- _Saved entries_

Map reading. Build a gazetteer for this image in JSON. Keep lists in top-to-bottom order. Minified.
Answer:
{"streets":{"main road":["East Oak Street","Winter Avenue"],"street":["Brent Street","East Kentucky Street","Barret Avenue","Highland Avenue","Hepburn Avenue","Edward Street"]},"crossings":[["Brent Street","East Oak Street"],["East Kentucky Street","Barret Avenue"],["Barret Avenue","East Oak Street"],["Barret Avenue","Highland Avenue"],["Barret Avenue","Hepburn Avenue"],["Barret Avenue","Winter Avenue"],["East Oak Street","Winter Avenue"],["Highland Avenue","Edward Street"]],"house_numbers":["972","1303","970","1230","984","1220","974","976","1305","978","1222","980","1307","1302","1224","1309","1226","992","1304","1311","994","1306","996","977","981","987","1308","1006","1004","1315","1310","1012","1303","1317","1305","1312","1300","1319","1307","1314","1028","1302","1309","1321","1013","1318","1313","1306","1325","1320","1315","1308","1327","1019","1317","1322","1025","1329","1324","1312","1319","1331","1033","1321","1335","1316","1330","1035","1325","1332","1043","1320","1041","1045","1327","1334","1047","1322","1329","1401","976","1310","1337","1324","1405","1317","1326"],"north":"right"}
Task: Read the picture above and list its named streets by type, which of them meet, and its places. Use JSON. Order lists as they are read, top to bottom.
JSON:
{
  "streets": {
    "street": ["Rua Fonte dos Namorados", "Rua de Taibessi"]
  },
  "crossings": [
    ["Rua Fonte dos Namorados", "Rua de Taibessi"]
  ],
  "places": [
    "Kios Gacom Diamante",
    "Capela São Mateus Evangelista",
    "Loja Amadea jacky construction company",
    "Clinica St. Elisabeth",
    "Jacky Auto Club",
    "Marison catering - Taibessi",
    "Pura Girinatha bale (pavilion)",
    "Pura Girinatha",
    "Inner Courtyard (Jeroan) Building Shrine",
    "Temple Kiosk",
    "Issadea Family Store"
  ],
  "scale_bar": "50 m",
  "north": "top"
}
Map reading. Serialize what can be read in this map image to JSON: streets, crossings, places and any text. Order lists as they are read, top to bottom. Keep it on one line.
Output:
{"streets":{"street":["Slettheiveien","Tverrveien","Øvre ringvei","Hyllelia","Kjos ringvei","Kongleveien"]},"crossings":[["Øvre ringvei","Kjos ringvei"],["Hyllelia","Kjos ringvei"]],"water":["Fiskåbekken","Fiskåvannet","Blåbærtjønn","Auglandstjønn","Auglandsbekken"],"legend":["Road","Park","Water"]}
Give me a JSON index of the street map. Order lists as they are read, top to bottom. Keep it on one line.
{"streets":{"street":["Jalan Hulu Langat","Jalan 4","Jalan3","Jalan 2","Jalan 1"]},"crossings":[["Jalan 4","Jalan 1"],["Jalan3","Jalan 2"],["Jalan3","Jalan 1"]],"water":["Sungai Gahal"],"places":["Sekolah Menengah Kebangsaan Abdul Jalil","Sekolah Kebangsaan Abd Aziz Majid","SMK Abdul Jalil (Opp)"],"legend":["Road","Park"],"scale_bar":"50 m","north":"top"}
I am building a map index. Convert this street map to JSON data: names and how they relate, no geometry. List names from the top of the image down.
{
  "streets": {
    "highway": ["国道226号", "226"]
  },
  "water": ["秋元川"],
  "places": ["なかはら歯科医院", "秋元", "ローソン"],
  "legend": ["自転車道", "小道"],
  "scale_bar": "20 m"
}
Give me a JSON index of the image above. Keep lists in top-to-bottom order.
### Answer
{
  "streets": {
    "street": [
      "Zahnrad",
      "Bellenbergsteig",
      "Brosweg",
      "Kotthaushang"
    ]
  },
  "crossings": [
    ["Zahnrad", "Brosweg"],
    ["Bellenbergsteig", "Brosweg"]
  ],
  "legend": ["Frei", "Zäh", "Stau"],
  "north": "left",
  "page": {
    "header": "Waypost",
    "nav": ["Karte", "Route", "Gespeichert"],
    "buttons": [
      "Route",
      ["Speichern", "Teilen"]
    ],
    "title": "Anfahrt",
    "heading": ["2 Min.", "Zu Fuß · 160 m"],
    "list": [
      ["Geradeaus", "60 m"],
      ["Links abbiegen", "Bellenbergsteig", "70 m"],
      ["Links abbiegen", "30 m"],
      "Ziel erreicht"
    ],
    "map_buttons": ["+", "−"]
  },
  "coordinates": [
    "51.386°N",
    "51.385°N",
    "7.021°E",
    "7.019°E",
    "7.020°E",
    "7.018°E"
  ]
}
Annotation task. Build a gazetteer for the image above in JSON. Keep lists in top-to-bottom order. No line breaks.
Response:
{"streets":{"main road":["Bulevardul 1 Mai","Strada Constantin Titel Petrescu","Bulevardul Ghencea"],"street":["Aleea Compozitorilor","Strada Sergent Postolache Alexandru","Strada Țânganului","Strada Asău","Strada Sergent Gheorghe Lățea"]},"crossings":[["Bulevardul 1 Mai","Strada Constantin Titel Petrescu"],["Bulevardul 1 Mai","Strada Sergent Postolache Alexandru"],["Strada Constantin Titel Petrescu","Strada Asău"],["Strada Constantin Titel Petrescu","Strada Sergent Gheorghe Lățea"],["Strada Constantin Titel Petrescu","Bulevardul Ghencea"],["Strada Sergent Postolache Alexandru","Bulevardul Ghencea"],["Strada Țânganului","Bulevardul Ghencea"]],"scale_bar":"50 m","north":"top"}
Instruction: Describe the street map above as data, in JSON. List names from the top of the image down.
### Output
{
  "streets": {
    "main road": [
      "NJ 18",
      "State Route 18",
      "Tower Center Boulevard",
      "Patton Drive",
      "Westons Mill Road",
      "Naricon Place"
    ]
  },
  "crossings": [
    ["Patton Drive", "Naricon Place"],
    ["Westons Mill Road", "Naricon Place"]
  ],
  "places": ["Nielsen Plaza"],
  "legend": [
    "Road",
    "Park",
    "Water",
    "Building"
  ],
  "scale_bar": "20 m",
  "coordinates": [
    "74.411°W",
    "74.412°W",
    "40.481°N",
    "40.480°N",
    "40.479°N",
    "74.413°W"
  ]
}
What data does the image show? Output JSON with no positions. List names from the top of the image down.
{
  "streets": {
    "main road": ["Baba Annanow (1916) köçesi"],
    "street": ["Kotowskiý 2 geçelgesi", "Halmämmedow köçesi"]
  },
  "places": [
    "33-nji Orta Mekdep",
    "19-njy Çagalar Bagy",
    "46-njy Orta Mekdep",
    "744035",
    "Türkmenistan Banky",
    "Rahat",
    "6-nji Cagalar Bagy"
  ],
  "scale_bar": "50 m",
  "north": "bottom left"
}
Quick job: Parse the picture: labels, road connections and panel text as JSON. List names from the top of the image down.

- _Aim of the exercise_
Each entry must appear again in the answer exactly as written.

- _Exercise answer_
Map reading. Build a gazetteer for this image in JSON. Keep lists in top-to-bottom order. Minified.
Answer:
{"streets":{"main road":["East Oak Street","Winter Avenue"],"street":["Brent Street","East Kentucky Street","Barret Avenue","Highland Avenue","Hepburn Avenue","Edward Street"]},"crossings":[["Brent Street","East Oak Street"],["East Kentucky Street","Barret Avenue"],["Barret Avenue","East Oak Street"],["Barret Avenue","Highland Avenue"],["Barret Avenue","Hepburn Avenue"],["Barret Avenue","Winter Avenue"],["East Oak Street","Winter Avenue"],["Highland Avenue","Edward Street"]],"house_numbers":["972","1303","970","1230","984","1220","974","976","1305","978","1222","980","1307","1302","1224","1309","1226","992","1304","1311","994","1306","996","977","981","987","1308","1006","1004","1315","1310","1012","1303","1317","1305","1312","1300","1319","1307","1314","1028","1302","1309","1321","1013","1318","1313","1306","1325","1320","1315","1308","1327","1019","1317","1322","1025","1329","1324","1312","1319","1331","1033","1321","1335","1316","1330","1035","1325","1332","1043","1320","1041","1045","1327","1334","1047","1322","1329","1401","976","1310","1337","1324","1405","1317","1326"],"north":"right"}
Task: Read the picture above and list its named streets by type, which of them meet, and its places. Use JSON. Order lists as they are read, top to bottom.
JSON:
{
  "streets": {
    "street": ["Rua Fonte dos Namorados", "Rua de Taibessi"]
  },
  "crossings": [
    ["Rua Fonte dos Namorados", "Rua de Taibessi"]
  ],
  "places": [
    "Kios Gacom Diamante",
    "Capela São Mateus Evangelista",
    "Loja Amadea jacky construction company",
    "Clinica St. Elisabeth",
    "Jacky Auto Club",
    "Marison catering - Taibessi",
    "Pura Girinatha bale (pavilion)",
    "Pura Girinatha",
    "Inner Courtyard (Jeroan) Building Shrine",
    "Temple Kiosk",
    "Issadea Family Store"
  ],
  "scale_bar": "50 m",
  "north": "top"
}
Map reading. Serialize what can be read in this map image to JSON: streets, crossings, places and any text. Order lists as they are read, top to bottom. Keep it on one line.
Output:
{"streets":{"street":["Slettheiveien","Tverrveien","Øvre ringvei","Hyllelia","Kjos ringvei","Kongleveien"]},"crossings":[["Øvre ringvei","Kjos ringvei"],["Hyllelia","Kjos ringvei"]],"water":["Fiskåbekken","Fiskåvannet","Blåbærtjønn","Auglandstjønn","Auglandsbekken"],"legend":["Road","Park","Water"]}
Give me a JSON index of the street map. Order lists as they are read, top to bottom. Keep it on one line.
{"streets":{"street":["Jalan Hulu Langat","Jalan 4","Jalan3","Jalan 2","Jalan 1"]},"crossings":[["Jalan 4","Jalan 1"],["Jalan3","Jalan 2"],["Jalan3","Jalan 1"]],"water":["Sungai Gahal"],"places":["Sekolah Menengah Kebangsaan Abdul Jalil","Sekolah Kebangsaan Abd Aziz Majid","SMK Abdul Jalil (Opp)"],"legend":["Road","Park"],"scale_bar":"50 m","north":"top"}
I am building a map index. Convert this street map to JSON data: names and how they relate, no geometry. List names from the top of the image down.
{
  "streets": {
    "highway": ["国道226号", "226"]
  },
  "water": ["秋元川"],
  "places": ["なかはら歯科医院", "秋元", "ローソン"],
  "legend": ["自転車道", "小道"],
  "scale_bar": "20 m"
}
Give me a JSON index of the image above. Keep lists in top-to-bottom order.
### Answer
{
  "streets": {
    "street": [
      "Zahnrad",
      "Bellenbergsteig",
      "Brosweg",
      "Kotthaushang"
    ]
  },
  "crossings": [
    ["Zahnrad", "Brosweg"],
    ["Bellenbergsteig", "Brosweg"]
  ],
  "legend": ["Frei", "Zäh", "Stau"],
  "north": "left",
  "page": {
    "header": "Waypost",
    "nav": ["Karte", "Route", "Gespeichert"],
    "buttons": [
      "Route",
      ["Speichern", "Teilen"]
    ],
    "title": "Anfahrt",
    "heading": ["2 Min.", "Zu Fuß · 160 m"],
    "list": [
      ["Geradeaus", "60 m"],
      ["Links abbiegen", "Bellenbergsteig", "70 m"],
      ["Links abbiegen", "30 m"],
      "Ziel erreicht"
    ],
    "map_buttons": ["+", "−"]
  },
  "coordinates": [
    "51.386°N",
    "51.385°N",
    "7.021°E",
    "7.019°E",
    "7.020°E",
    "7.018°E"
  ]
}
Annotation task. Build a gazetteer for the image above in JSON. Keep lists in top-to-bottom order. No line breaks.
Response:
{"streets":{"main road":["Bulevardul 1 Mai","Strada Constantin Titel Petrescu","Bulevardul Ghencea"],"street":["Aleea Compozitorilor","Strada Sergent Postolache Alexandru","Strada Țânganului","Strada Asău","Strada Sergent Gheorghe Lățea"]},"crossings":[["Bulevardul 1 Mai","Strada Constantin Titel Petrescu"],["Bulevardul 1 Mai","Strada Sergent Postolache Alexandru"],["Strada Constantin Titel Petrescu","Strada Asău"],["Strada Constantin Titel Petrescu","Strada Sergent Gheorghe Lățea"],["Strada Constantin Titel Petrescu","Bulevardul Ghencea"],["Strada Sergent Postolache Alexandru","Bulevardul Ghencea"],["Strada Țânganului","Bulevardul Ghencea"]],"scale_bar":"50 m","north":"top"}
Instruction: Describe the street map above as data, in JSON. List names from the top of the image down.
### Output
{
  "streets": {
    "main road": [
      "NJ 18",
      "State Route 18",
      "Tower Center Boulevard",
      "Patton Drive",
      "Westons Mill Road",
      "Naricon Place"
    ]
  },
  "crossings": [
    ["Patton Drive", "Naricon Place"],
    ["Westons Mill Road", "Naricon Place"]
  ],
  "places": ["Nielsen Plaza"],
  "legend": [
    "Road",
    "Park",
    "Water",
    "Building"
  ],
  "scale_bar": "20 m",
  "coordinates": [
    "74.411°W",
    "74.412°W",
    "40.481°N",
    "40.480°N",
    "40.479°N",
    "74.413°W"
  ]
}
What data does the image show? Output JSON with no positions. List names from the top of the image down.
{
  "streets": {
    "main road": ["Baba Annanow (1916) köçesi"],
    "street": ["Kotowskiý 2 geçelgesi", "Halmämmedow köçesi"]
  },
  "places": [
    "33-nji Orta Mekdep",
    "19-njy Çagalar Bagy",
    "46-njy Orta Mekdep",
    "744035",
    "Türkmenistan Banky",
    "Rahat",
    "6-nji Cagalar Bagy"
  ],
  "scale_bar": "50 m",
  "north": "bottom left"
}
Quick job: Parse the picture: labels, road connections and panel text as JSON. List names from the top of the image down.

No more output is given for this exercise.